2. The need to go beyond normal Light Oil export facilities, such as a pipeline or an FPSO, and include the processing of the Heavy Oil into a product that the market is willing to accept, in power stations or upgraded refineries for example.
3. The uncertainty as to whether, at the end of all this, the products will still have to be sold at a substantial discount to prevailing Light Oil prices.
The decision to participate in offshore Heavy Oil is essentially a strategic one and is made against a background of the fit of such projects into a company’s total portfolio: in the case of Chevron, they may well prefer to spend their development $s on, for example, Deep Water Light Oil developments in the Gulf of Mexico or Angola.
Who then might take North Sea Heavy Oil forward? I suggest the candidate companies might have the following characteristics:
a) Firstly, a prime requirement is that the management team has considerable experience of the many commercial and economic skills connected with the lifting, marketing and sale of Heavy Oil and its by-products.
b) Secondly, Heavy Oil will need to offer a good strategic fit in the company’s portfolio, probably because there has been a lack of success in exploring for conventional oil or gas.
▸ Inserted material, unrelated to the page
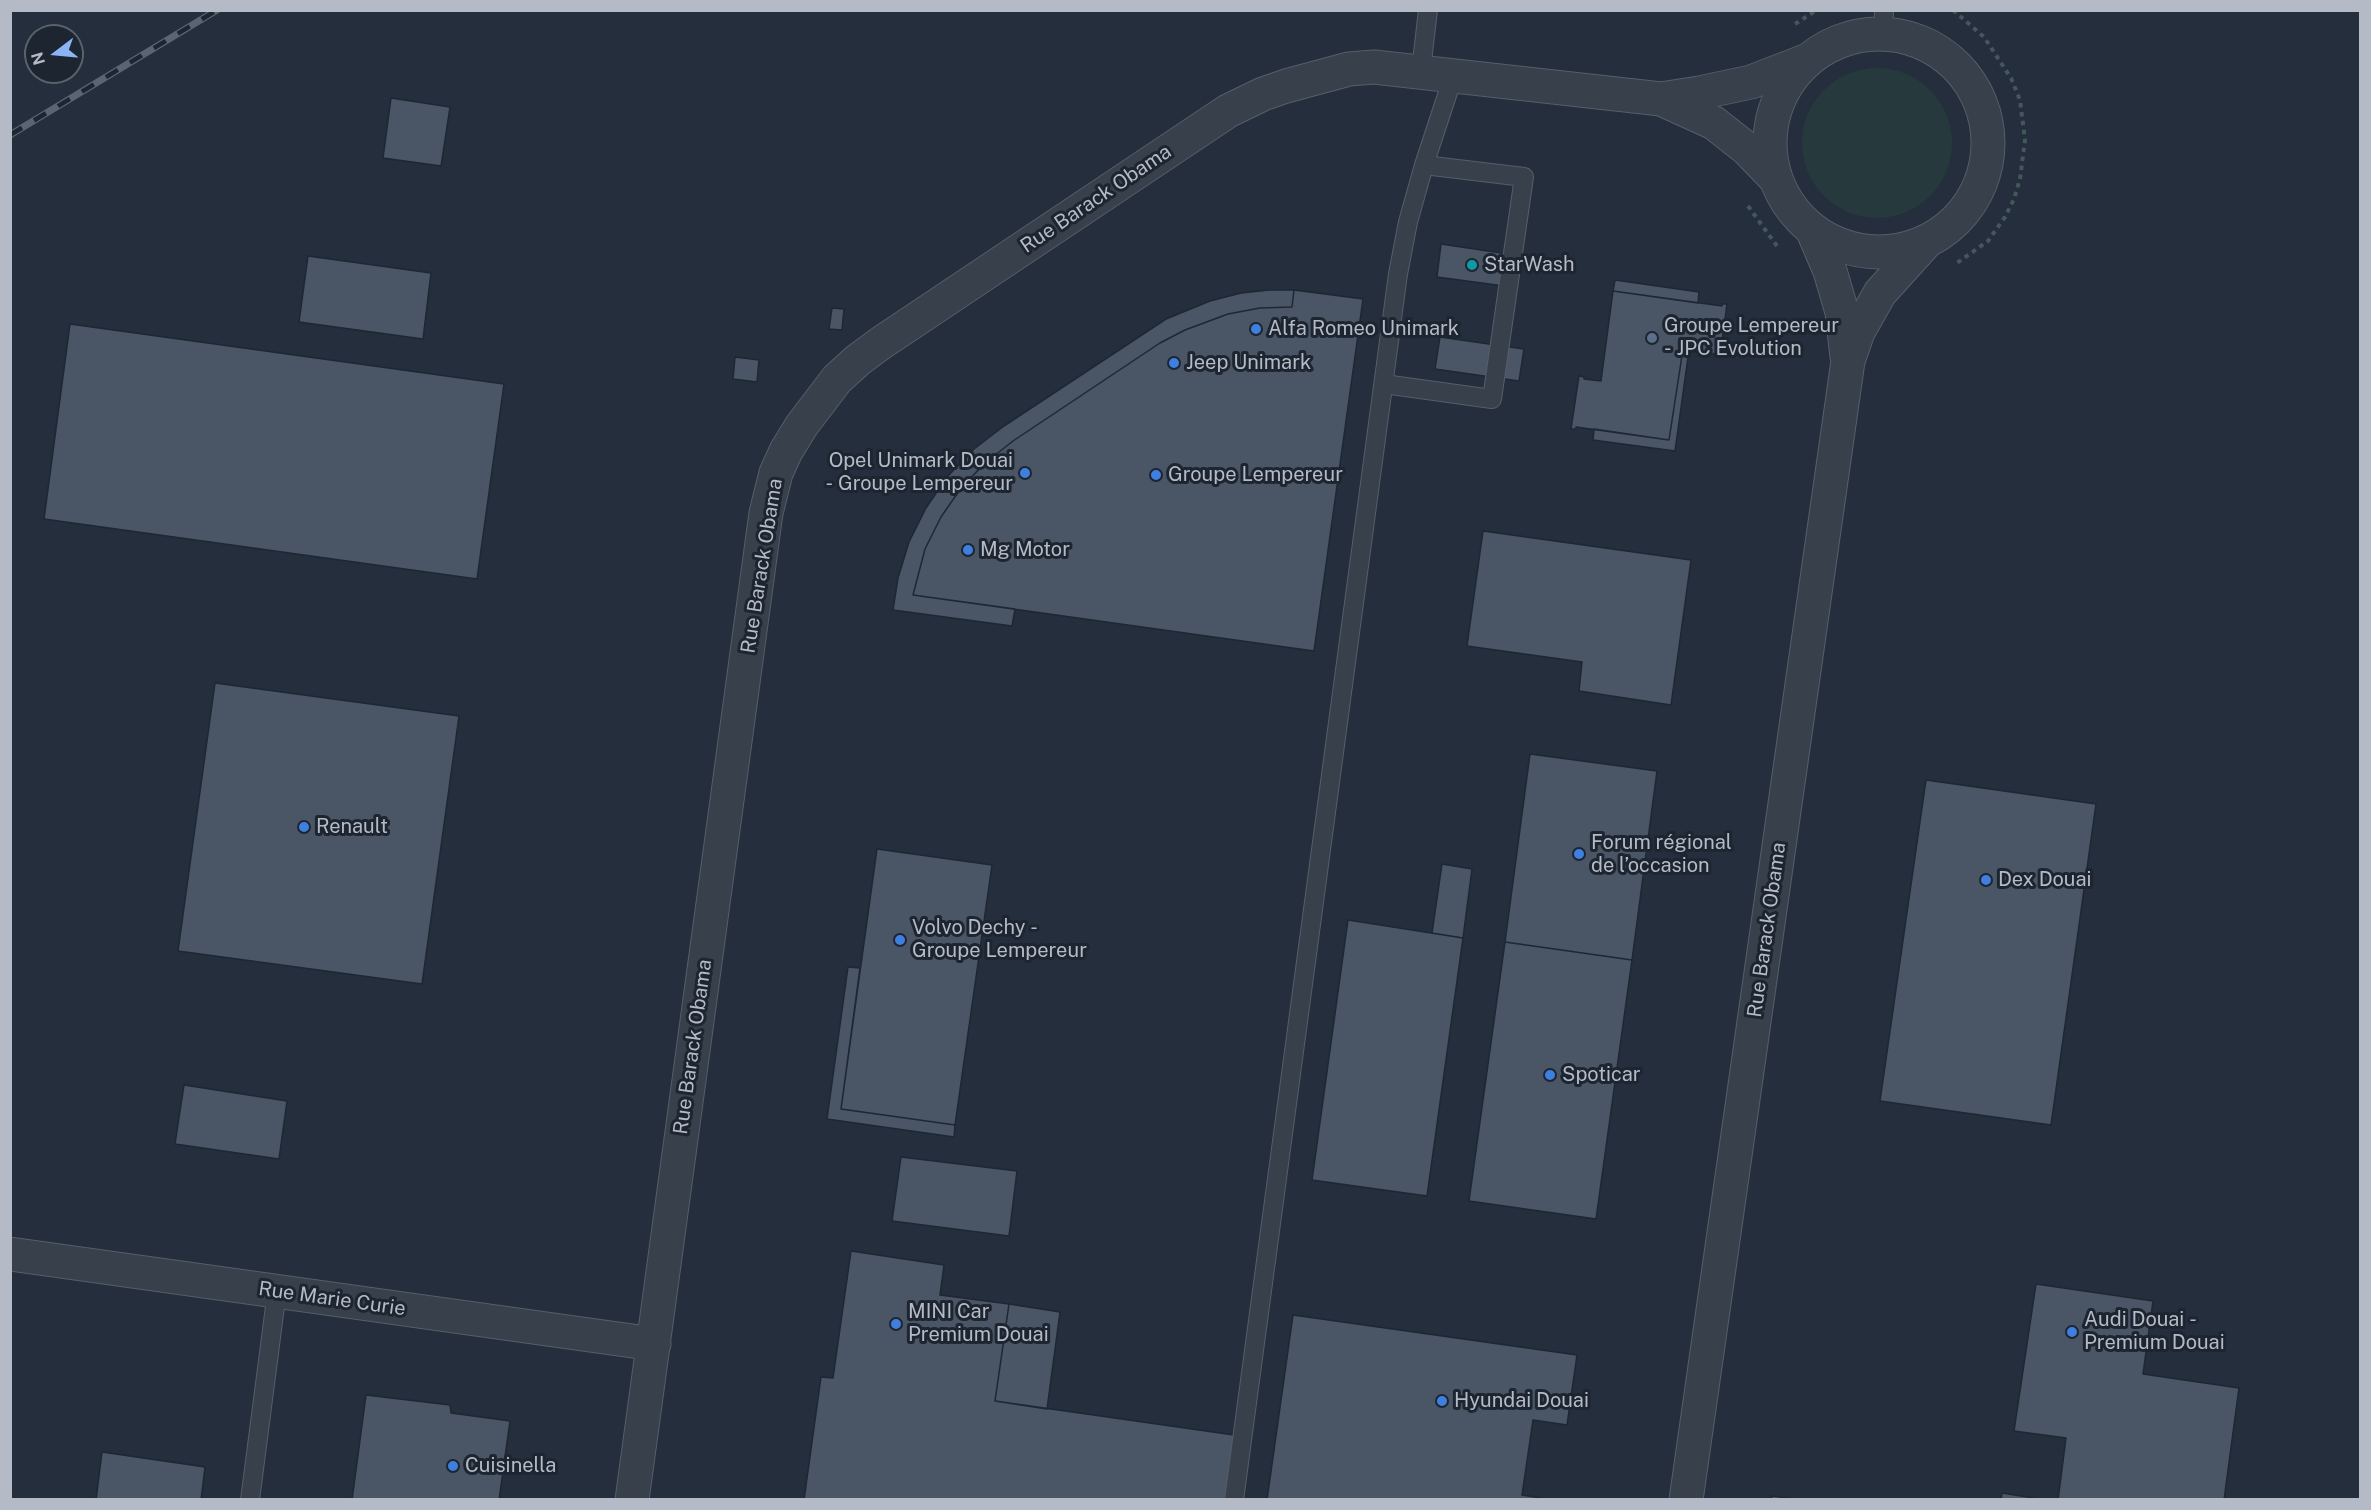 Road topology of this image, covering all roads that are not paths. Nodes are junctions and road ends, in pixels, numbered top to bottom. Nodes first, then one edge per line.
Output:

c) Thirdly, the technical team must be big enough and have the necessary skills and experience to manage the cornucopia of technologies needed to develop and manage a Heavy Oil field. A key lever will be innovation, especially the ability to drive down the costs of completing and managing the well suite.
d) Fourthly, the company will need deep enough pockets to invest significant upfront capital and be tolerant of the relatively long pay back times.
It was therefore no surprise, I believe, that the newly formed StatoilHydro stepped in and acquired Chevron’s interests in the Mariner discovery and some other Heavy Oil assets. In addition to their success with the Grane Field in the NOCs, mentioned above, they have aggressively pursued reserves in for example the Peregrino Heavy Oil discovery, offshore Brasil.
The arrival of such an operator for the Mariner discovery should be one component of transforming the fortunes of Nautical Petroleum who have ~27% equity. At least as important, however, will be the recent, successful, operated Kraken appraisal well where reserves now seem to be ahead of previous expectations (perhaps as much as 100 million barrels?), with potentially better quality oil and reservoir than previously encountered.
A key lever for Nautical will be the timing of 1st Oil from both Mariner and Kraken: can the company influence StatoilHydro to bring the Mariner 1st Oil date forward from a mooted 2013/14 and can it, as operator, deliver 1st Oil from Kraken in, say, two years time?
There is a final issue though. It is a myth that Heavy Oil becomes unfailingly attractive at the level of oil prices we are seeing today. Given a level playing field, it will still be relatively less attractive than conventional “light oil” projects, assuming a company has some of these in its portfolio. The UK Government has the fiscal power to tilt the playing field in favour of Heavy Oil, for example by significant tax breaks, but has not done so (the April 2006 Budget was unhelpful to all UKCS Developments).